▶ EXERCISE
In the copy, include every entry exactly but none of the pictures.

(Stored items)
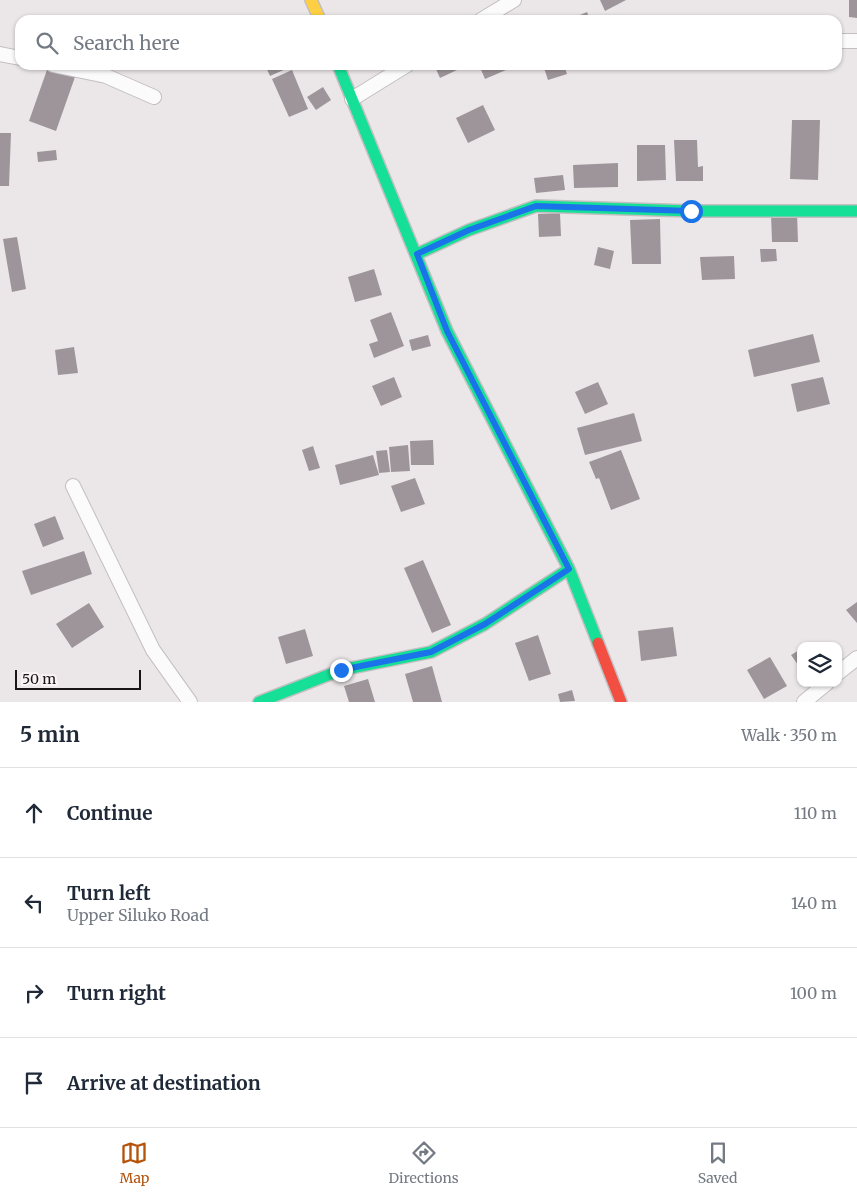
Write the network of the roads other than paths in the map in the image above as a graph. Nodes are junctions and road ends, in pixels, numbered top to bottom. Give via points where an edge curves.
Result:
1 (311, 0) edge
2 (514, 0) edge
3 (318, 15) edge
4 (489, 15) edge
5 (857, 40) edge
6 (842, 42) edge
7 (0, 54) edge
8 (15, 57) edge
9 (77, 70) edge
10 (340, 70) edge
11 (399, 70) edge
12 (154, 97) dead end
13 (352, 99) junction
14 (857, 212) edge
15 (417, 254) junction
16 (74, 486) dead end
17 (569, 569) junction
18 (857, 658) edge
19 (842, 670) edge
20 (821, 687) edge
21 (190, 702) edge
22 (259, 702) edge
23 (621, 702) edge
24 (804, 702) edge

1 - 3 street
2 - 4 street
5 - 6 street
7 - 8 street
9 - 12 street via 106,76
10 - 13 street
11 - 13 street
13 - 15 street
14 - 15 street via 536,206 469,230
15 - 17 street via 447,331
16 - 21 street via 153,650
17 - 22 street via 485,624 431,652 341,670
17 - 23 street
18 - 19 street
20 - 24 street

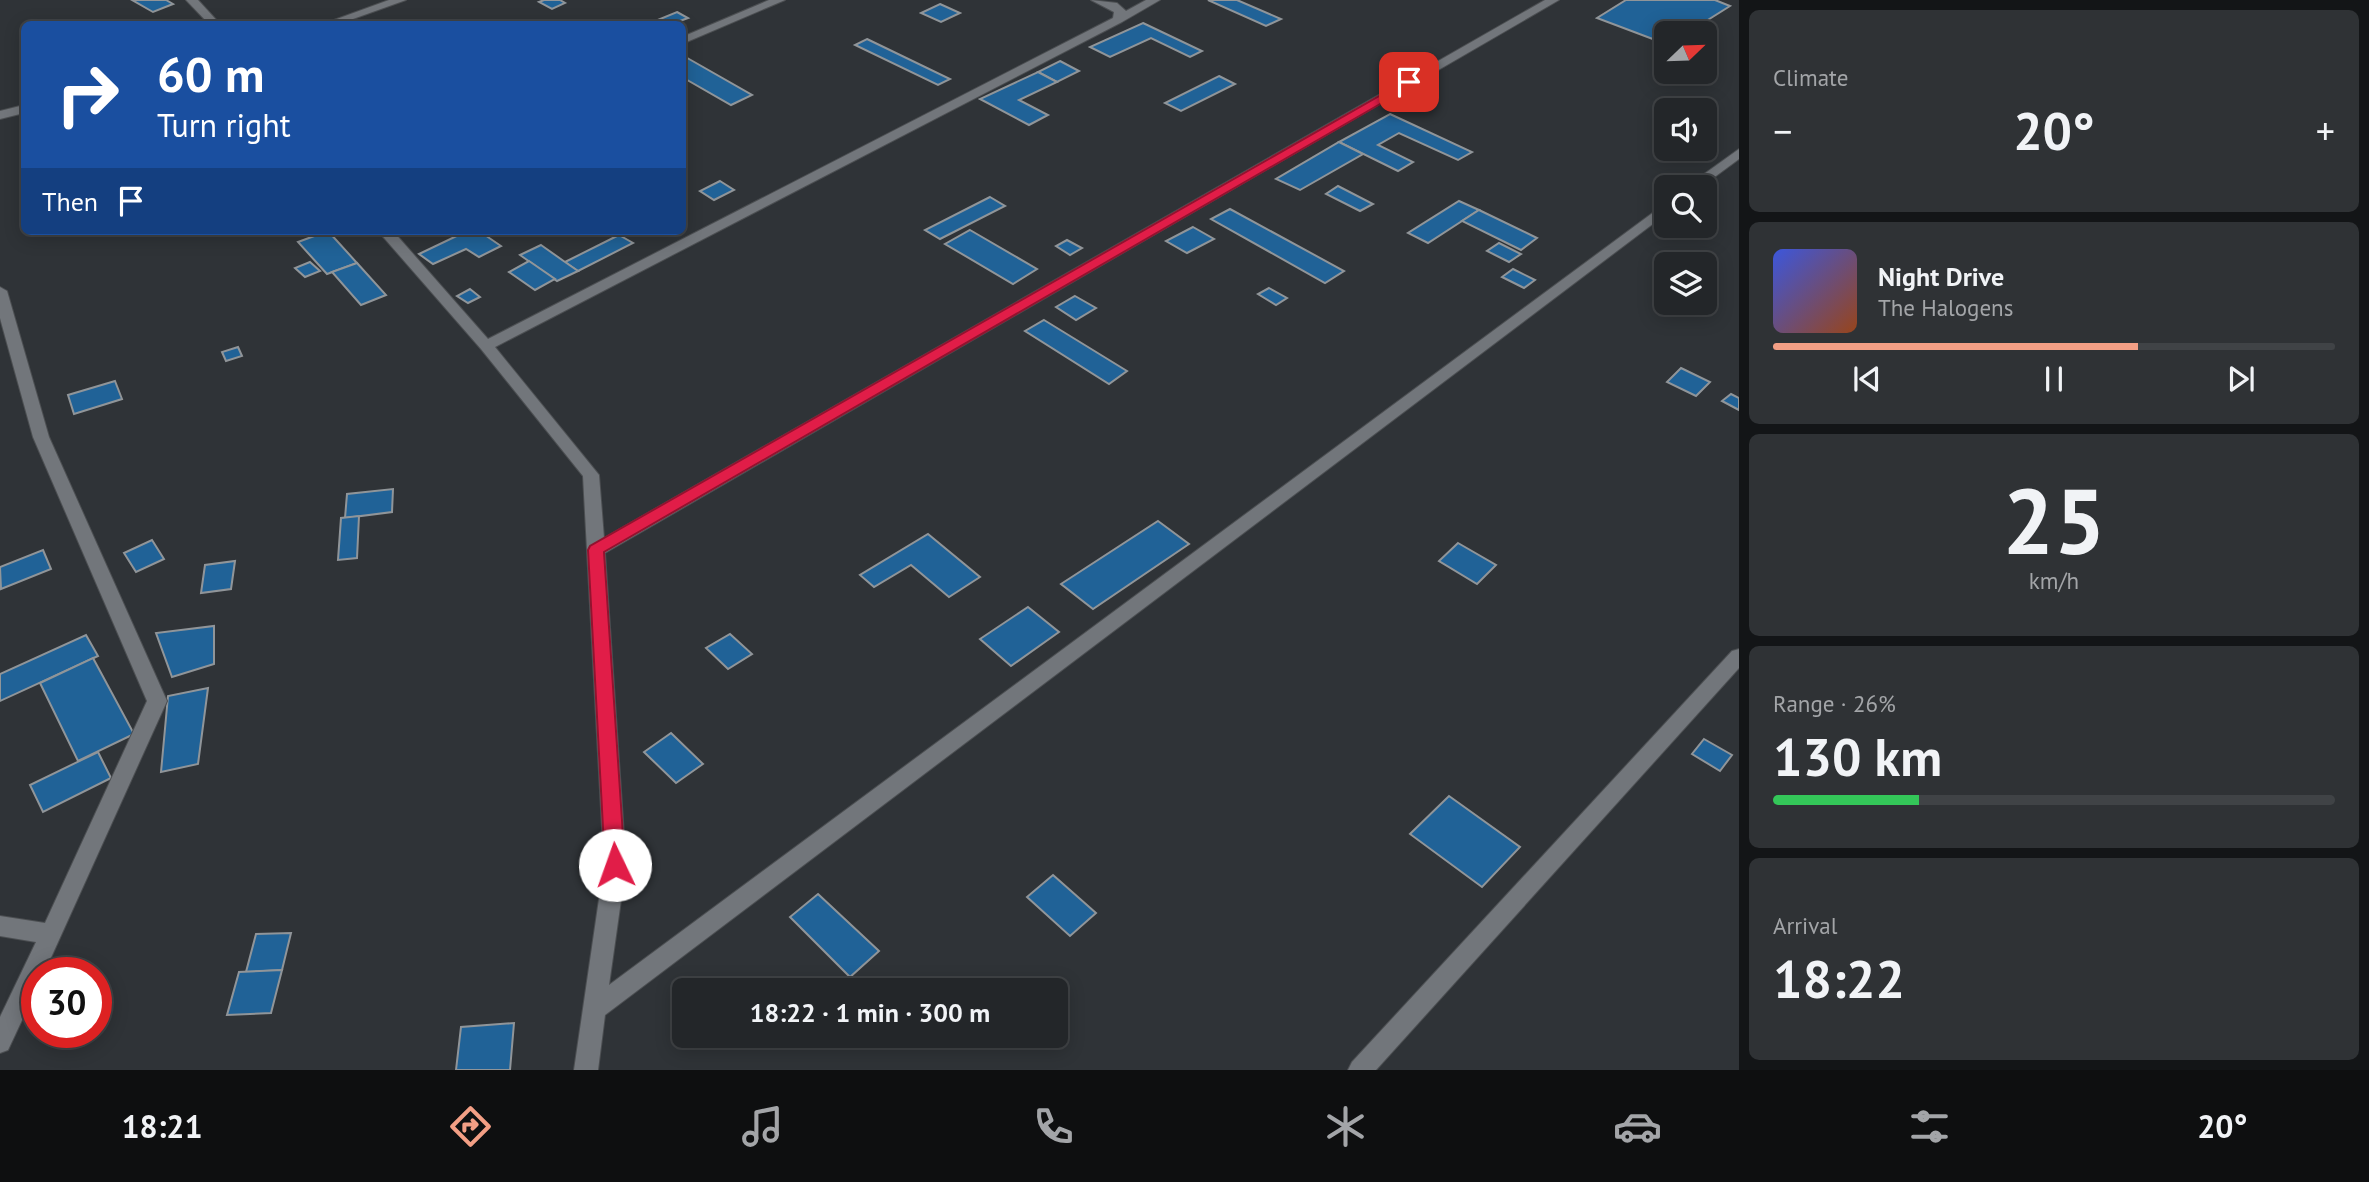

▶ OUTPUT FOR THIS TASK
Write the network of the roads other than paths in the map in the image above as a graph. Nodes are junctions and road ends, in pixels, numbered top to bottom. Give via points where an edge curves.
Result:
1 (311, 0) edge
2 (514, 0) edge
3 (318, 15) edge
4 (489, 15) edge
5 (857, 40) edge
6 (842, 42) edge
7 (0, 54) edge
8 (15, 57) edge
9 (77, 70) edge
10 (340, 70) edge
11 (399, 70) edge
12 (154, 97) dead end
13 (352, 99) junction
14 (857, 212) edge
15 (417, 254) junction
16 (74, 486) dead end
17 (569, 569) junction
18 (857, 658) edge
19 (842, 670) edge
20 (821, 687) edge
21 (190, 702) edge
22 (259, 702) edge
23 (621, 702) edge
24 (804, 702) edge

1 - 3 street
2 - 4 street
5 - 6 street
7 - 8 street
9 - 12 street via 106,76
10 - 13 street
11 - 13 street
13 - 15 street
14 - 15 street via 536,206 469,230
15 - 17 street via 447,331
16 - 21 street via 153,650
17 - 22 street via 485,624 431,652 341,670
17 - 23 street
18 - 19 street
20 - 24 street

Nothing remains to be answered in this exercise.